A Koch Brothers backed conservative advocacy group will begin airing anti-gas tax ads on social media and at gas station video screens across the state this weekend ahead of next year's legislative session that may include a push to raise the tax to pay for road projects. Americans for Prosperity State Director John Kay says it’s no time for another tax.

“We just saw one a couple of months ago, in June. It’s just a transfer of wealth from individuals to the government, and all it is is the government saying we can spend your money better than you can.”

Last year, infrastructure advocates attempted to pass a 17 cent gas tax that would have raised half a billion dollars a year to pay for infrastructure. Kay says that kind of price hike on an everyday item would hurt.

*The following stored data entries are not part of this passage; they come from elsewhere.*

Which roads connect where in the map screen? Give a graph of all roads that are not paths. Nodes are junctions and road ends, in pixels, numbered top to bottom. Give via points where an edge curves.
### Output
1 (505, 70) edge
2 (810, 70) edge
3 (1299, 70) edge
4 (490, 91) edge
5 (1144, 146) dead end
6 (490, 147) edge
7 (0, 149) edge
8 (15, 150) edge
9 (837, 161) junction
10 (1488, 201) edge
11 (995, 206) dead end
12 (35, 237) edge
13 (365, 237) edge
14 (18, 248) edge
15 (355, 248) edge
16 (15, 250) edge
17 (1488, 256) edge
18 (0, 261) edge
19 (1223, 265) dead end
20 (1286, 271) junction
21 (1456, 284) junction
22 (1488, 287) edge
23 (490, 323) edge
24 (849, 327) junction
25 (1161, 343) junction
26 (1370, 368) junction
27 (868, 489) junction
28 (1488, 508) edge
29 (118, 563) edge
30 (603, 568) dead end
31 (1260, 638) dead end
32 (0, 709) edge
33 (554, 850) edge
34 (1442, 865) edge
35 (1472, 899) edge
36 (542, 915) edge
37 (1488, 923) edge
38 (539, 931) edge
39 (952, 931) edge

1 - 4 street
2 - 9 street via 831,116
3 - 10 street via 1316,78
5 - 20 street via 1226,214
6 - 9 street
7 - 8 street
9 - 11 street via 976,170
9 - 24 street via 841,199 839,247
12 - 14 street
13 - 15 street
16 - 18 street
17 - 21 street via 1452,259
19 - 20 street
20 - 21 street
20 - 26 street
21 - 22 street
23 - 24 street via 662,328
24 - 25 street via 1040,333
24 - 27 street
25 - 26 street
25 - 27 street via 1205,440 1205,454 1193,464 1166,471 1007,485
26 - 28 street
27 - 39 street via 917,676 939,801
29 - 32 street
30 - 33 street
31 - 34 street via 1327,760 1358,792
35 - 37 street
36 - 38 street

“Just makes it more difficult to make ends meet. It would be hundreds of millions of dollars a year from people like myself, and voters in Louisiana.”

Those advocates say they’re considering a six-cent gas tax instead this year, with two cent hikes every other year after that.

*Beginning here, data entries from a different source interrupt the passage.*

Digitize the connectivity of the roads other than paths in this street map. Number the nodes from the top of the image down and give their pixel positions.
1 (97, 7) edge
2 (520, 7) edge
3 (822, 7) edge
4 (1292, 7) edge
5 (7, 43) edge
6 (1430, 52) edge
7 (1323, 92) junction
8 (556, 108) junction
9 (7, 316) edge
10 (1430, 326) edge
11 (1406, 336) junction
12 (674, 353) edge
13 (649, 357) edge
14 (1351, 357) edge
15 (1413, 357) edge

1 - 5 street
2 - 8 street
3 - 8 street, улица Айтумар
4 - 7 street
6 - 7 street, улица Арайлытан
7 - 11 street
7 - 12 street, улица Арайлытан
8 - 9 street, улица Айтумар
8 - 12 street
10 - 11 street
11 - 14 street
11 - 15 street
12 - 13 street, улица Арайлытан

Louisianans pay 38.4 cents per gallon in gas taxes total, 20 of which is state gas tax, one of the lower totals in the nation. Kay says that’s something to be lauded, and that makes up for the state’s high sales tax rates.

“Let’s give taxpayers a break somewhere, and if it’s at the pump, then that’s where it is. A low gas tax is a good thing, not a bad thing.”

Pennsylvania leads the nation in state gas tax rates at 58.7 cents a gallon.